* _Your goal_
Your answer must consist of one number: how many lines in the records contain "roads".

* _Given data_
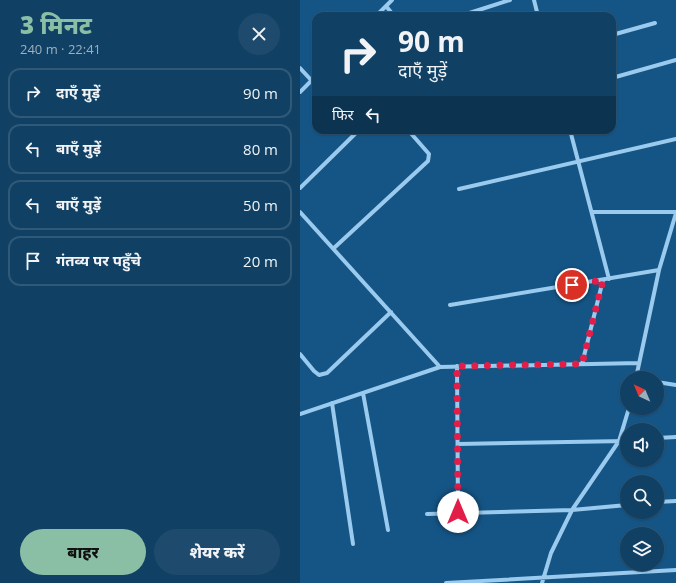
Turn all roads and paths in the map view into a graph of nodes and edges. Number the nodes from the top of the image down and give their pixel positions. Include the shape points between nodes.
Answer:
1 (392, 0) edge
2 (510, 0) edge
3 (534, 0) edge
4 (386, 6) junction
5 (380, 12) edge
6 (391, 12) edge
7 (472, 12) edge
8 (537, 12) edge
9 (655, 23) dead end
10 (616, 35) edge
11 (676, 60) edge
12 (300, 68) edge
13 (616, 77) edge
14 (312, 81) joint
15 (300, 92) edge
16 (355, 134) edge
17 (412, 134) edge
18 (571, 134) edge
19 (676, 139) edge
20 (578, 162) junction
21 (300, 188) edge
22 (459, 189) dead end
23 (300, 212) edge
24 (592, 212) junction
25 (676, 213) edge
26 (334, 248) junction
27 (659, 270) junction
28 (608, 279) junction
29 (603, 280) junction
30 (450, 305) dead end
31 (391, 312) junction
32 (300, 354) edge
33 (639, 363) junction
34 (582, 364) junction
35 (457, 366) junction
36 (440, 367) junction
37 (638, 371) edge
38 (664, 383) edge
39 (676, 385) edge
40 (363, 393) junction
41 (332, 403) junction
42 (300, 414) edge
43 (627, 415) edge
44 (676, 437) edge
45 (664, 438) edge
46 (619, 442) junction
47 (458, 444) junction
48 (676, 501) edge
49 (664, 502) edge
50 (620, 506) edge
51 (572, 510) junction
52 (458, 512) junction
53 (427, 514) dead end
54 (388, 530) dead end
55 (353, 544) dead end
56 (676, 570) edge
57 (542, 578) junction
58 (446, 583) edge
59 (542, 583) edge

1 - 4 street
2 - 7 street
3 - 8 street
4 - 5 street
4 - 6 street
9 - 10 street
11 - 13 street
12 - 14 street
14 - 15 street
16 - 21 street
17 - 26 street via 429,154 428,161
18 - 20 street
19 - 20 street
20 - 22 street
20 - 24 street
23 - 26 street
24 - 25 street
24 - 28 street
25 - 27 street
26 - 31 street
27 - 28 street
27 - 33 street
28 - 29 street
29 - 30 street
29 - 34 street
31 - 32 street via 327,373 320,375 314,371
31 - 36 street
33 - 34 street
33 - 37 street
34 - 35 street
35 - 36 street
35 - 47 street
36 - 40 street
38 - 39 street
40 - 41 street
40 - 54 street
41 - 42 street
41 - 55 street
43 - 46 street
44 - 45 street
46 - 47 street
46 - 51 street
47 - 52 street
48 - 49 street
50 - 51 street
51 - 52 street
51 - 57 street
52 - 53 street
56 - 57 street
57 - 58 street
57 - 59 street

--

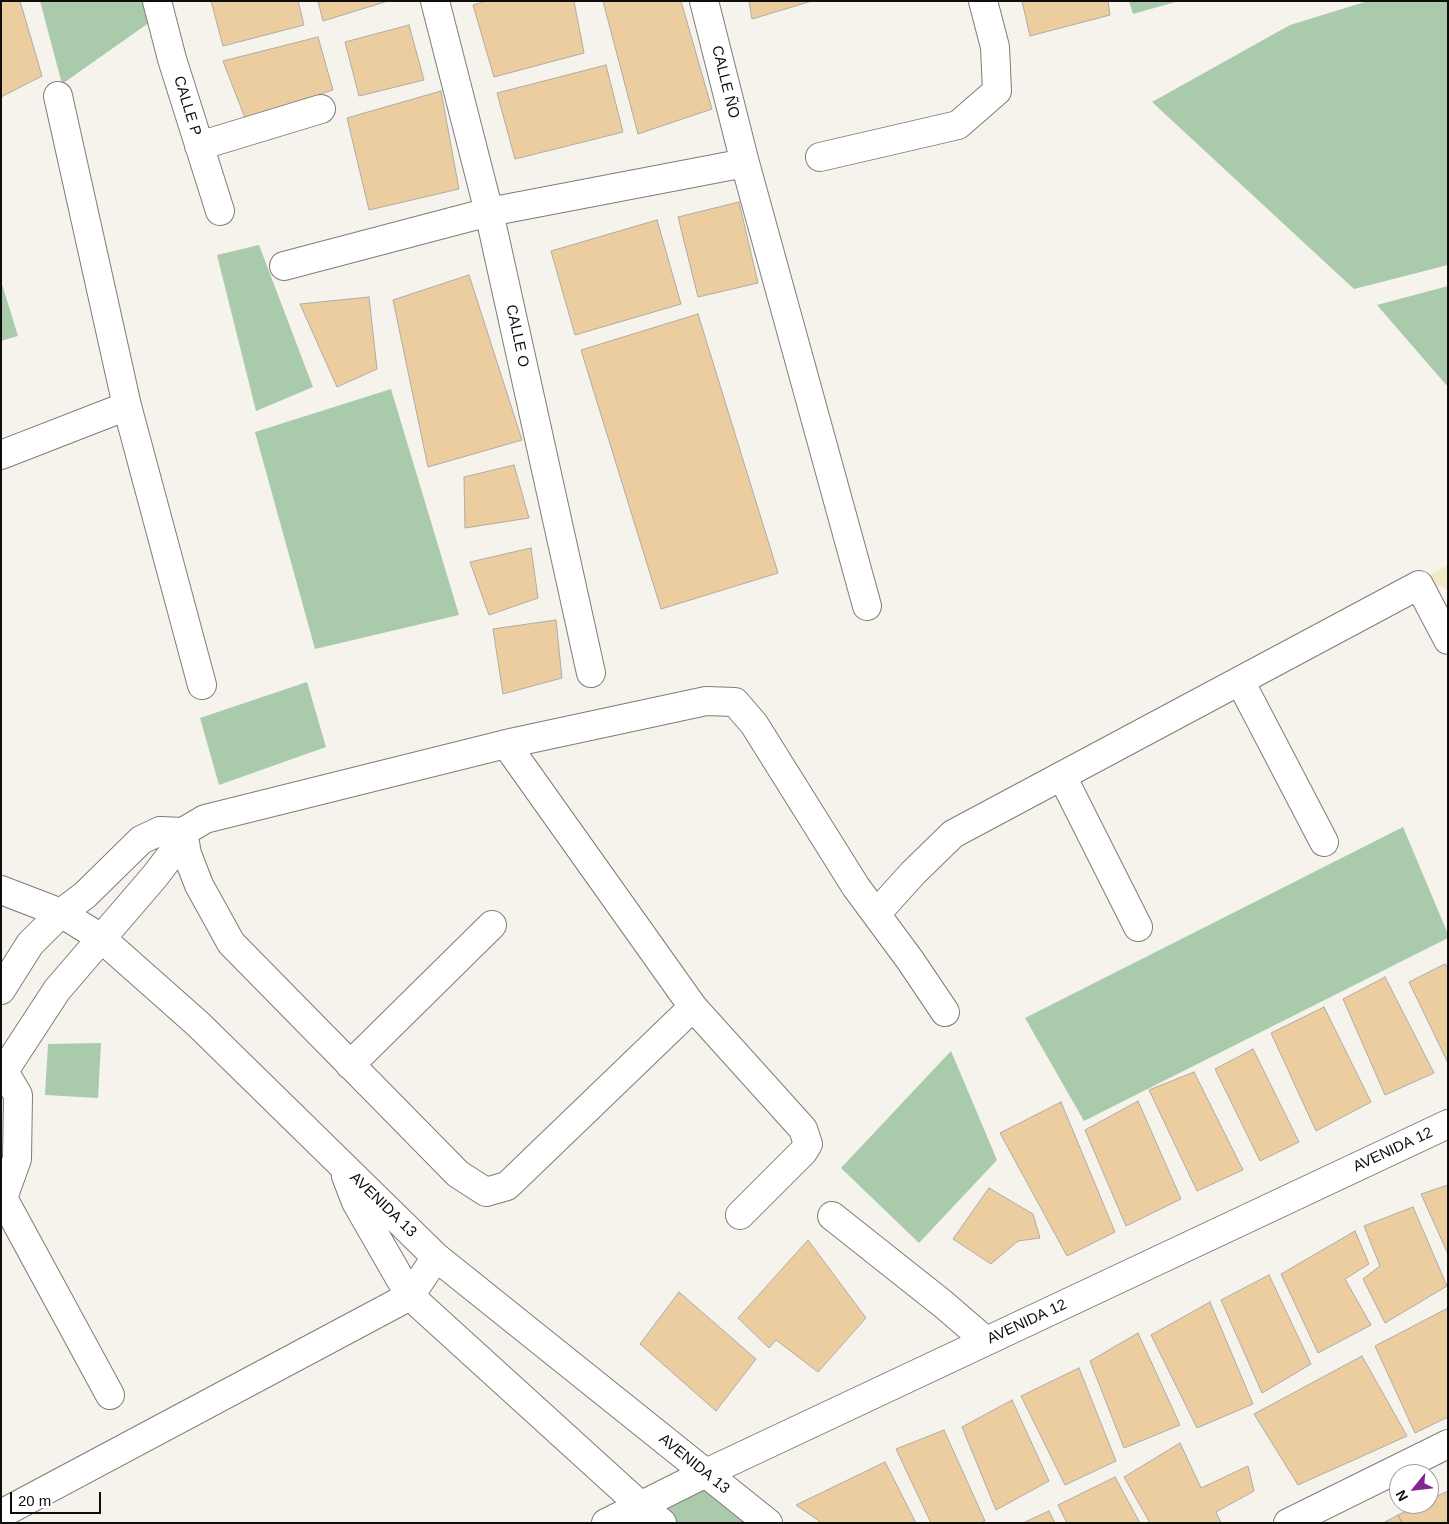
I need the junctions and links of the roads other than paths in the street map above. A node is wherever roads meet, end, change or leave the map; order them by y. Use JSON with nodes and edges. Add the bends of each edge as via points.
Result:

* _Expected answer_
2